A faithful transcription of all the entries below is needed, without the pictures.

[Stored items]
-*-*-

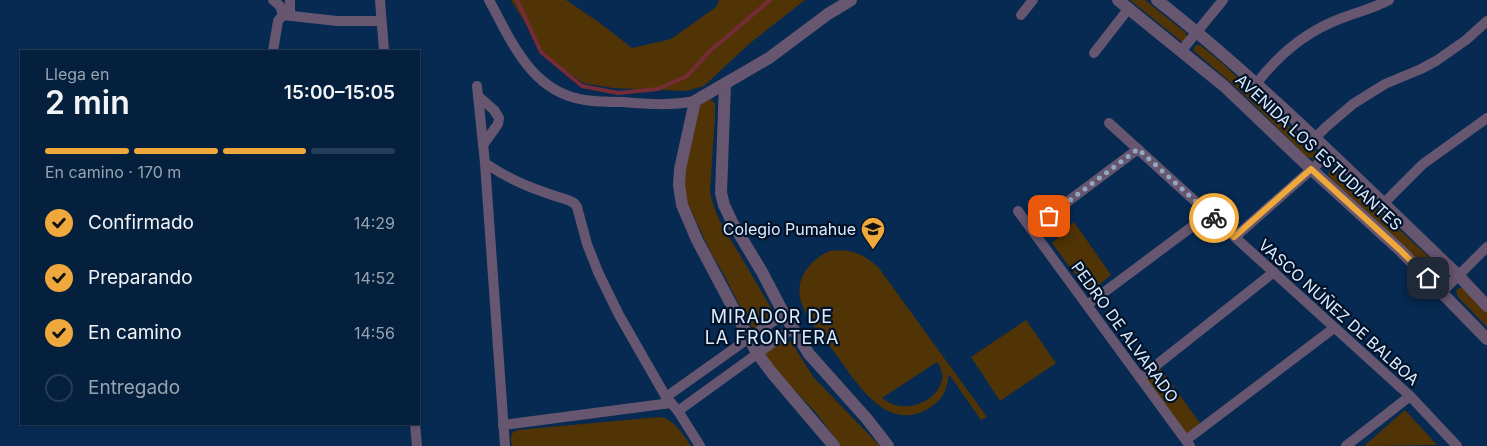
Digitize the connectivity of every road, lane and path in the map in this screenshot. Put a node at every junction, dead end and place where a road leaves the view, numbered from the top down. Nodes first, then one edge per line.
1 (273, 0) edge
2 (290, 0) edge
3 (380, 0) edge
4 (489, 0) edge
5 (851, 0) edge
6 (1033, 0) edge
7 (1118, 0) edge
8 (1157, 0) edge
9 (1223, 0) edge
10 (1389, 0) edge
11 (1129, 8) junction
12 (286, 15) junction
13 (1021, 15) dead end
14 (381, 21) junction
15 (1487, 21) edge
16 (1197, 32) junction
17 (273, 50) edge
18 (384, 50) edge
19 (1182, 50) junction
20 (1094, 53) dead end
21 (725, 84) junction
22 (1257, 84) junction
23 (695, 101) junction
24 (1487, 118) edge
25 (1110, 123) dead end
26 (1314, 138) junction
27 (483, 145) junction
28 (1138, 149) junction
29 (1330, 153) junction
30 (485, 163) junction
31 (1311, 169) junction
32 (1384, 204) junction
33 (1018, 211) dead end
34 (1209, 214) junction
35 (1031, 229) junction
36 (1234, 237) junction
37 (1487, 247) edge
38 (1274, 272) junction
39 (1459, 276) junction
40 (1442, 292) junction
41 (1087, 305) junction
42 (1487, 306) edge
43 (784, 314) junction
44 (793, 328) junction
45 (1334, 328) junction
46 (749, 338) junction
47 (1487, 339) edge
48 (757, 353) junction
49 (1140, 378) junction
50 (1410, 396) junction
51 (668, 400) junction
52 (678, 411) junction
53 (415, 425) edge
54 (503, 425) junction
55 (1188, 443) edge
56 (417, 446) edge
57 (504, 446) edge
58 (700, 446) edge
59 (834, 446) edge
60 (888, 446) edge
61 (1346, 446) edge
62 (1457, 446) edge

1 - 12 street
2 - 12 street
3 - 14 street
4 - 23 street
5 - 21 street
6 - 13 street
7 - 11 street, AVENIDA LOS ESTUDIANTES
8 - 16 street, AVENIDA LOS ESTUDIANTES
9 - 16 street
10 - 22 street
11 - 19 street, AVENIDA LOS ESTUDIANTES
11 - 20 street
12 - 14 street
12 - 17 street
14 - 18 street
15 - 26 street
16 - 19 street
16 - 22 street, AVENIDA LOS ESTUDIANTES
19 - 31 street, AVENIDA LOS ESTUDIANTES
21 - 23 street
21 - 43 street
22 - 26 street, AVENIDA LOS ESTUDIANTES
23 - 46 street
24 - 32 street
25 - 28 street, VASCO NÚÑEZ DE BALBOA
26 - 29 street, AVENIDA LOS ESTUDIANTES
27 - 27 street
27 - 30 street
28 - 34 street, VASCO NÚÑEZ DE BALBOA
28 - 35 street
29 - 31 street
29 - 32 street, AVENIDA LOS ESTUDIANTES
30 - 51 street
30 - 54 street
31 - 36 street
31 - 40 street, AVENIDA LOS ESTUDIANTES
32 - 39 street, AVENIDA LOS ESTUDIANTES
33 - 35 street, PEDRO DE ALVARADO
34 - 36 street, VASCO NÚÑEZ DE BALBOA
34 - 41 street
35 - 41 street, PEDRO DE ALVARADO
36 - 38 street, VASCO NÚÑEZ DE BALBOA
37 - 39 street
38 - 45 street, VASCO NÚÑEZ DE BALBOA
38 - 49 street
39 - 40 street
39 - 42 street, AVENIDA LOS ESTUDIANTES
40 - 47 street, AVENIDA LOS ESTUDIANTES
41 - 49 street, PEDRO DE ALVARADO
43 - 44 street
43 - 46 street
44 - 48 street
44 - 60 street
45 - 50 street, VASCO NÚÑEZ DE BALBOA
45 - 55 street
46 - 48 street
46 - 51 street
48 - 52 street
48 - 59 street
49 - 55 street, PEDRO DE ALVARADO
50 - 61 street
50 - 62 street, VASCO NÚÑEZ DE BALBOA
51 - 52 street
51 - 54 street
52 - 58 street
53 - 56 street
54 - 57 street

-*-*-

* _SOLUTION BELOW_:
Digitize the connectivity of every road, lane and path in the map in this screenshot. Put a node at every junction, dead end and place where a road leaves the view, numbered from the top down. Nodes first, then one edge per line.
1 (273, 0) edge
2 (290, 0) edge
3 (380, 0) edge
4 (489, 0) edge
5 (851, 0) edge
6 (1033, 0) edge
7 (1118, 0) edge
8 (1157, 0) edge
9 (1223, 0) edge
10 (1389, 0) edge
11 (1129, 8) junction
12 (286, 15) junction
13 (1021, 15) dead end
14 (381, 21) junction
15 (1487, 21) edge
16 (1197, 32) junction
17 (273, 50) edge
18 (384, 50) edge
19 (1182, 50) junction
20 (1094, 53) dead end
21 (725, 84) junction
22 (1257, 84) junction
23 (695, 101) junction
24 (1487, 118) edge
25 (1110, 123) dead end
26 (1314, 138) junction
27 (483, 145) junction
28 (1138, 149) junction
29 (1330, 153) junction
30 (485, 163) junction
31 (1311, 169) junction
32 (1384, 204) junction
33 (1018, 211) dead end
34 (1209, 214) junction
35 (1031, 229) junction
36 (1234, 237) junction
37 (1487, 247) edge
38 (1274, 272) junction
39 (1459, 276) junction
40 (1442, 292) junction
41 (1087, 305) junction
42 (1487, 306) edge
43 (784, 314) junction
44 (793, 328) junction
45 (1334, 328) junction
46 (749, 338) junction
47 (1487, 339) edge
48 (757, 353) junction
49 (1140, 378) junction
50 (1410, 396) junction
51 (668, 400) junction
52 (678, 411) junction
53 (415, 425) edge
54 (503, 425) junction
55 (1188, 443) edge
56 (417, 446) edge
57 (504, 446) edge
58 (700, 446) edge
59 (834, 446) edge
60 (888, 446) edge
61 (1346, 446) edge
62 (1457, 446) edge

1 - 12 street
2 - 12 street
3 - 14 street
4 - 23 street
5 - 21 street
6 - 13 street
7 - 11 street, AVENIDA LOS ESTUDIANTES
8 - 16 street, AVENIDA LOS ESTUDIANTES
9 - 16 street
10 - 22 street
11 - 19 street, AVENIDA LOS ESTUDIANTES
11 - 20 street
12 - 14 street
12 - 17 street
14 - 18 street
15 - 26 street
16 - 19 street
16 - 22 street, AVENIDA LOS ESTUDIANTES
19 - 31 street, AVENIDA LOS ESTUDIANTES
21 - 23 street
21 - 43 street
22 - 26 street, AVENIDA LOS ESTUDIANTES
23 - 46 street
24 - 32 street
25 - 28 street, VASCO NÚÑEZ DE BALBOA
26 - 29 street, AVENIDA LOS ESTUDIANTES
27 - 27 street
27 - 30 street
28 - 34 street, VASCO NÚÑEZ DE BALBOA
28 - 35 street
29 - 31 street
29 - 32 street, AVENIDA LOS ESTUDIANTES
30 - 51 street
30 - 54 street
31 - 36 street
31 - 40 street, AVENIDA LOS ESTUDIANTES
32 - 39 street, AVENIDA LOS ESTUDIANTES
33 - 35 street, PEDRO DE ALVARADO
34 - 36 street, VASCO NÚÑEZ DE BALBOA
34 - 41 street
35 - 41 street, PEDRO DE ALVARADO
36 - 38 street, VASCO NÚÑEZ DE BALBOA
37 - 39 street
38 - 45 street, VASCO NÚÑEZ DE BALBOA
38 - 49 street
39 - 40 street
39 - 42 street, AVENIDA LOS ESTUDIANTES
40 - 47 street, AVENIDA LOS ESTUDIANTES
41 - 49 street, PEDRO DE ALVARADO
43 - 44 street
43 - 46 street
44 - 48 street
44 - 60 street
45 - 50 street, VASCO NÚÑEZ DE BALBOA
45 - 55 street
46 - 48 street
46 - 51 street
48 - 52 street
48 - 59 street
49 - 55 street, PEDRO DE ALVARADO
50 - 61 street
50 - 62 street, VASCO NÚÑEZ DE BALBOA
51 - 52 street
51 - 54 street
52 - 58 street
53 - 56 street
54 - 57 street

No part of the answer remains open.